**ABOUT THIS TASK:** All entries below are to be returned exactly, with pictures left out.

**ENTRIES SUPPLIED:**
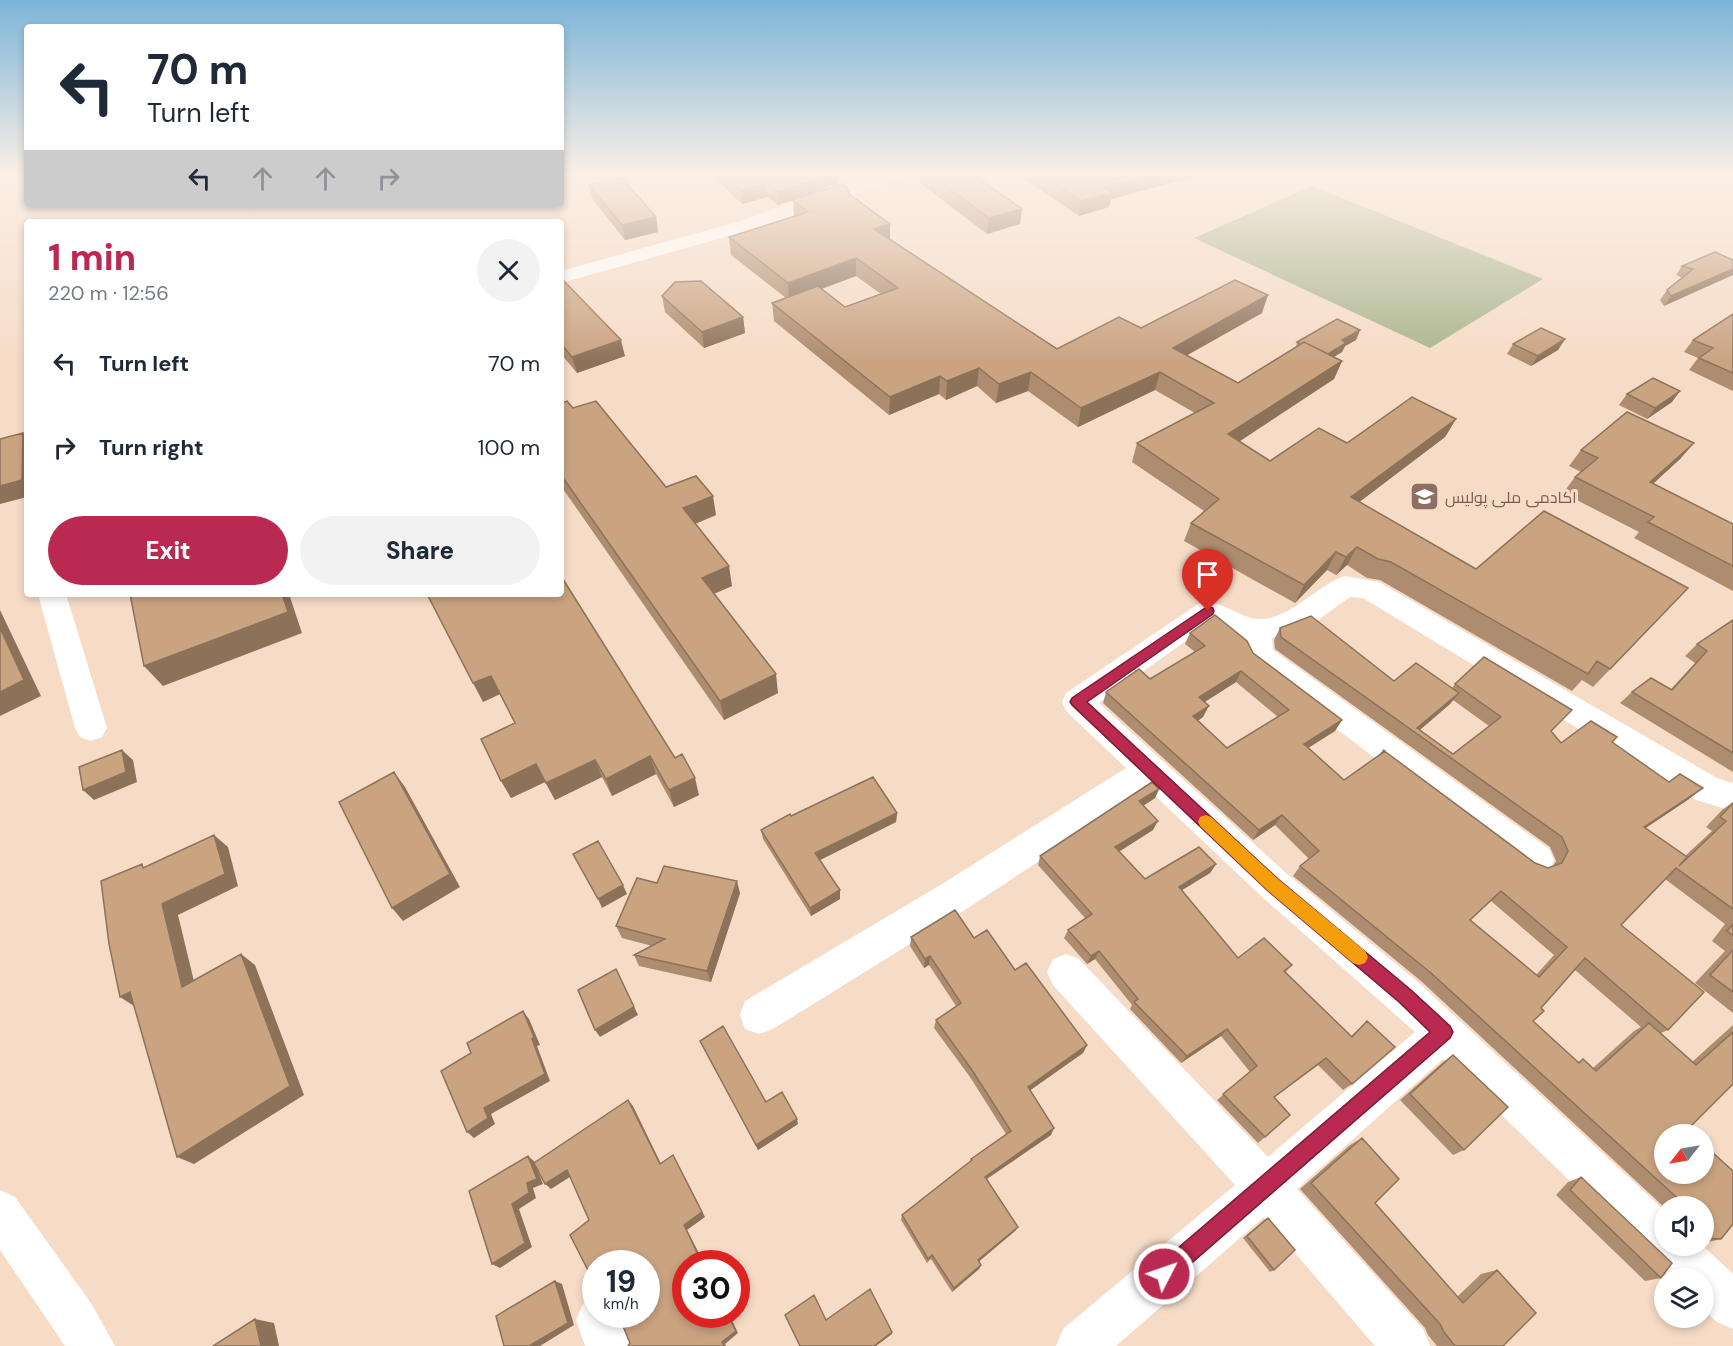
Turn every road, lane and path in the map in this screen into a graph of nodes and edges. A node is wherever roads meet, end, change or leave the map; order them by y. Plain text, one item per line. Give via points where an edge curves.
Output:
1 (704, 237) edge
2 (564, 276) edge
3 (53, 597) edge
4 (1257, 630) junction
5 (91, 728) dead end
6 (1150, 770) junction
7 (1733, 797) edge
8 (1537, 860) dead end
9 (1066, 972) dead end
10 (759, 1015) dead end
11 (1444, 1032) junction
12 (1266, 1186) junction
13 (0, 1212) edge
14 (1654, 1231) edge
15 (1681, 1256) edge
16 (1693, 1268) edge
17 (1714, 1287) edge
18 (1733, 1305) edge
19 (91, 1346) edge
20 (1080, 1346) edge
21 (1406, 1346) edge

1 - 2 street
3 - 5 street
4 - 6 street via 1208,611 1077,702
4 - 7 street via 1308,613 1345,586 1370,589 1708,790
4 - 8 street via 1259,655
6 - 10 street via 955,897
6 - 11 street via 1273,884
9 - 12 street
11 - 12 street
11 - 14 street
12 - 20 street
12 - 21 street
13 - 19 street
15 - 16 street
17 - 18 street

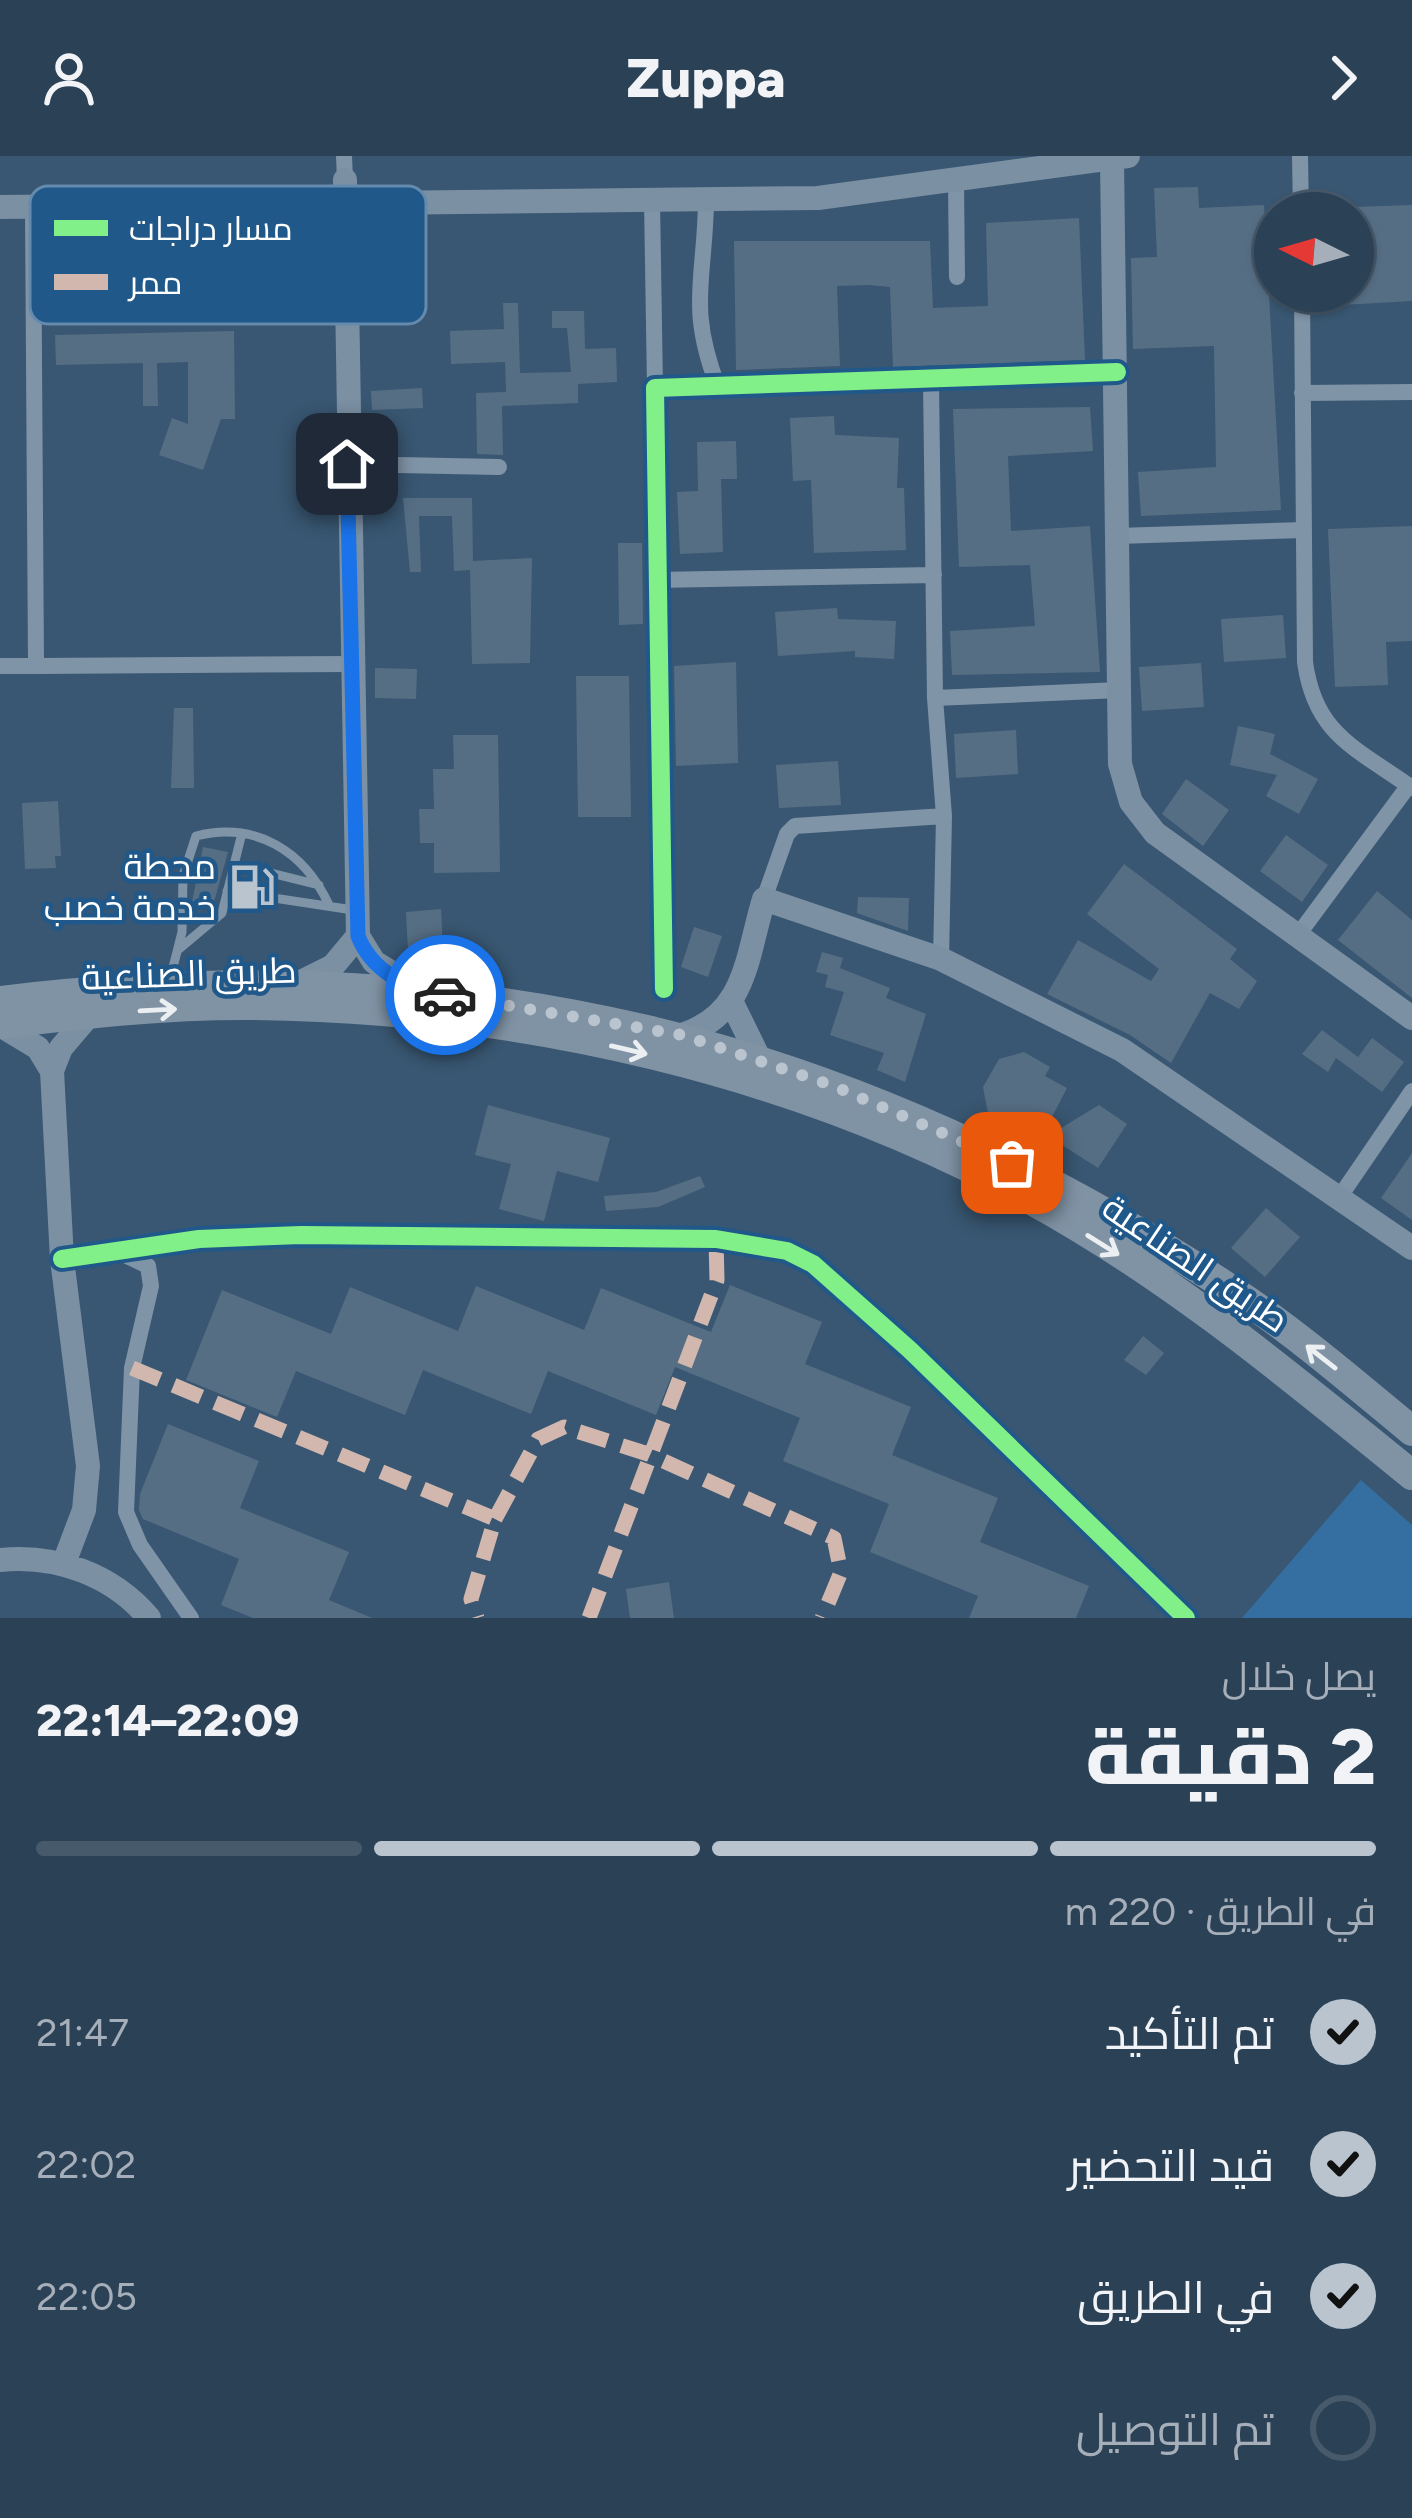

**OUTPUT BELOW:**
Turn every road, lane and path in the map in this screen into a graph of nodes and edges. A node is wherever roads meet, end, change or leave the map; order them by y. Plain text, one item per line. Give via points where an edge curves.
Output:
1 (704, 237) edge
2 (564, 276) edge
3 (53, 597) edge
4 (1257, 630) junction
5 (91, 728) dead end
6 (1150, 770) junction
7 (1733, 797) edge
8 (1537, 860) dead end
9 (1066, 972) dead end
10 (759, 1015) dead end
11 (1444, 1032) junction
12 (1266, 1186) junction
13 (0, 1212) edge
14 (1654, 1231) edge
15 (1681, 1256) edge
16 (1693, 1268) edge
17 (1714, 1287) edge
18 (1733, 1305) edge
19 (91, 1346) edge
20 (1080, 1346) edge
21 (1406, 1346) edge

1 - 2 street
3 - 5 street
4 - 6 street via 1208,611 1077,702
4 - 7 street via 1308,613 1345,586 1370,589 1708,790
4 - 8 street via 1259,655
6 - 10 street via 955,897
6 - 11 street via 1273,884
9 - 12 street
11 - 12 street
11 - 14 street
12 - 20 street
12 - 21 street
13 - 19 street
15 - 16 street
17 - 18 street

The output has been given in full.